KRAS signaling enriched triple negative breast cancer is associated with favorable tumor immune microenvironment and better survival

Yoshihisa Tokumaru 1,2, Masanori Oshi 1, Eriko Katsuta 1, Li Yan 3, Vikas Satyananda 4, Nobuhisa Matsuhashi 2, Manabu Futamura 2, Yukihiro Akao 5, Kazuhiro Yoshida 2, Kazuaki Takabe 1,5,6,7,8,9
PMCID: PMC7136911  PMID: 32266098

Abstract

KRAS signaling is associated with cancer progression in several cancers. Upregulation of KRAS signaling is often seen in cancers that harbor high KRAS mutation rate, such as pancreatic cancer and non-small cell lung cancer (NSCLC). Less than 2% of breast cancers have KRAS mutation, however, the alteration of the effector signaling such as PI3K/AKT and MAPK pathways are well known. Mutated KRAS is known to function as immune suppressor in other cancers, but the role of KRAS signaling on tumor immune microenvironment (TIME) in breast cancer is not known.
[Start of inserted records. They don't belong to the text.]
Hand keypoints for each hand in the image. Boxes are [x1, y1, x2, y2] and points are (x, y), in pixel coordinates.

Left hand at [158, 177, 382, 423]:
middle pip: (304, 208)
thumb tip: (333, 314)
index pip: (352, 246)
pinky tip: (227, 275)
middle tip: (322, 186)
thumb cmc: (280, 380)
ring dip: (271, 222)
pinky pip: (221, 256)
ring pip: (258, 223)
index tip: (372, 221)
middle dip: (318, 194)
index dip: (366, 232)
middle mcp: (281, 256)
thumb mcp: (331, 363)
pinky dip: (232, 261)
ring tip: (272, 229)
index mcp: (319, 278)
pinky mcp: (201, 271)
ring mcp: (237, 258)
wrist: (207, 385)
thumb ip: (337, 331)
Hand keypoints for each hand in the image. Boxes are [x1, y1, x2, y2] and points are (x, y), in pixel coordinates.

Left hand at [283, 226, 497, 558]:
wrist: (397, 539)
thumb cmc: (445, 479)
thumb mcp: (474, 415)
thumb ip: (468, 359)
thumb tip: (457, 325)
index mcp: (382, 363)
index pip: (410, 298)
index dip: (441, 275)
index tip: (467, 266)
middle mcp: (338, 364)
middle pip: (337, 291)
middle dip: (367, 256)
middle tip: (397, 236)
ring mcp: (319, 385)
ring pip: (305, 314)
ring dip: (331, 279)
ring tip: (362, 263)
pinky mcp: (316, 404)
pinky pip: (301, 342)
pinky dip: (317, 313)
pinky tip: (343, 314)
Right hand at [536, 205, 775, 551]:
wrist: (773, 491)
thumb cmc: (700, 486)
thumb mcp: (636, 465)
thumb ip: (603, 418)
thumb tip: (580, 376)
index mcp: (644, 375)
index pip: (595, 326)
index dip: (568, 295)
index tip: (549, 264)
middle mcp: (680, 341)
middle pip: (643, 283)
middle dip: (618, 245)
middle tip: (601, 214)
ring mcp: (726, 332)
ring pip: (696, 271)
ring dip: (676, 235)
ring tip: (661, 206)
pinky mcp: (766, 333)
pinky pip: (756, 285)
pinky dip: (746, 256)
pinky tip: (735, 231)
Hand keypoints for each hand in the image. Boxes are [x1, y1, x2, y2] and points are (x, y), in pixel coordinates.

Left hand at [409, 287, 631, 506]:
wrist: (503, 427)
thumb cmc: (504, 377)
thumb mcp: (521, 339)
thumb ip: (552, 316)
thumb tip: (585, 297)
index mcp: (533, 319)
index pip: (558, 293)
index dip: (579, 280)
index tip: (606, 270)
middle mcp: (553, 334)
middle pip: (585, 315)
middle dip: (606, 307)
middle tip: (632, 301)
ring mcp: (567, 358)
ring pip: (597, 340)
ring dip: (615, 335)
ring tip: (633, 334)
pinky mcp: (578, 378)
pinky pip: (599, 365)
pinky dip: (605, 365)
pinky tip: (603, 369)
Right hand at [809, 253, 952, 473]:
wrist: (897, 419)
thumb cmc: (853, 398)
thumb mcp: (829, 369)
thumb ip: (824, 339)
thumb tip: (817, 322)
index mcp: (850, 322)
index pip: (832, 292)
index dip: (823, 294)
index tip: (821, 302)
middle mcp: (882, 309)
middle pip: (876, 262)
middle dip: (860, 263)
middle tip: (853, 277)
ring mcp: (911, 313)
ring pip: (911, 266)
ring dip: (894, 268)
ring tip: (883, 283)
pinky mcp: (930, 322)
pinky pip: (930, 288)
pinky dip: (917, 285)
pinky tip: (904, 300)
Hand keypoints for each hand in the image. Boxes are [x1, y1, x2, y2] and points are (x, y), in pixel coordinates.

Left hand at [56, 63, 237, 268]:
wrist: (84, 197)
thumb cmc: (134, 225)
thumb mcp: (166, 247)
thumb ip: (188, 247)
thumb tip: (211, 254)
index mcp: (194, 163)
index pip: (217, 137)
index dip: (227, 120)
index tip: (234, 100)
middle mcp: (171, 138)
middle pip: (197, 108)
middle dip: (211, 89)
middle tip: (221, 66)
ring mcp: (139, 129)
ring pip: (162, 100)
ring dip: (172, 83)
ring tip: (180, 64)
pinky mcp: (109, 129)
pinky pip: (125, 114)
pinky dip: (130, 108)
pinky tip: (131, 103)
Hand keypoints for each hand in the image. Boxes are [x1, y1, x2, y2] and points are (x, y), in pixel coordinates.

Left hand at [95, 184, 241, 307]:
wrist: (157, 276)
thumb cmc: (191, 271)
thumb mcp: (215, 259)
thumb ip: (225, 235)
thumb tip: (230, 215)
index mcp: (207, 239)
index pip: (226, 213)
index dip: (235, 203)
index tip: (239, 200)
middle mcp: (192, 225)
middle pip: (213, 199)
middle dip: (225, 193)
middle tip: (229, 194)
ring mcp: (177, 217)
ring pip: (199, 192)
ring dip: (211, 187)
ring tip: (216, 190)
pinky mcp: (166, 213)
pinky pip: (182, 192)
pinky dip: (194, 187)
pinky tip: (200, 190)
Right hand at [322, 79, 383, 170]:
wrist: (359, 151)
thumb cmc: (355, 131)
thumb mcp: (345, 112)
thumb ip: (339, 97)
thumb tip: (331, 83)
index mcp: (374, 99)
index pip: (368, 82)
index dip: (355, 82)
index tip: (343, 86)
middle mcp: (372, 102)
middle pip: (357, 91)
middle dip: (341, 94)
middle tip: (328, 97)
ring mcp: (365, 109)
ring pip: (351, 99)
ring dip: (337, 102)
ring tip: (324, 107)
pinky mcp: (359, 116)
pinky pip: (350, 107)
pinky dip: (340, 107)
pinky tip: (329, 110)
We hypothesize that the enrichment of KRAS signaling is associated with reduced patient survival as well as TIME in triple negative breast cancer (TNBC). Patient cohorts from Molecular Taxonomy of Breast Cancer International Consortium (METABRIC; n = 1903) and The Cancer Genome Atlas (TCGA; n = 982) were used. Higher expression of KRAS in breast cancer cell-lines (MCF7, BT474, and MDA-MB231) compared to MCF10A, which is a model of benign mammary cells was found. Both MEK and PI3K inhibitors suppressed MB231 cell proliferation in dose dependent manner. Gene Set Variant Analysis (GSVA) of the patient cohorts demonstrated two peaks by KRAS_SIGNALING_UP gene sets which were divided into KRAS-high and -low groups using median cutoff. There was no difference in KRAS mutation between KRAS-high and low. Despite its cell proliferation promoting role, KRAS-high patients demonstrated significantly better Disease-Free Survival and Overall Survival in triple negative breast cancer (TNBC). KRAS-high TNBC was associated with favorable tumor immune microenvironment with elevated B cells and CD8 T cells, monocytes, or M1 macrophage. It was associated with decreased CD4 central memory T-cells, but not Regulatory T-cells, or M2 macrophage detected by xCell. To elucidate the mechanism of this association, Gene Set Enrichment Analysis was performed. Inflammatory response, IL6/JAK-STAT3 signaling, and Interferon gamma response gene sets were enriched in KRAS-high TNBC patients in both METABRIC and TCGA cohorts. In agreement, cytolytic activity score, interferon gamma response score, and lymphocyte infiltrating signature score, were all significantly elevated in KRAS-high TNBC. In conclusion, we found that patients with enrichment of KRAS signaling gene sets were associated with inflammation and favorable tumor immune microenvironment as well as improved survival in TNBC.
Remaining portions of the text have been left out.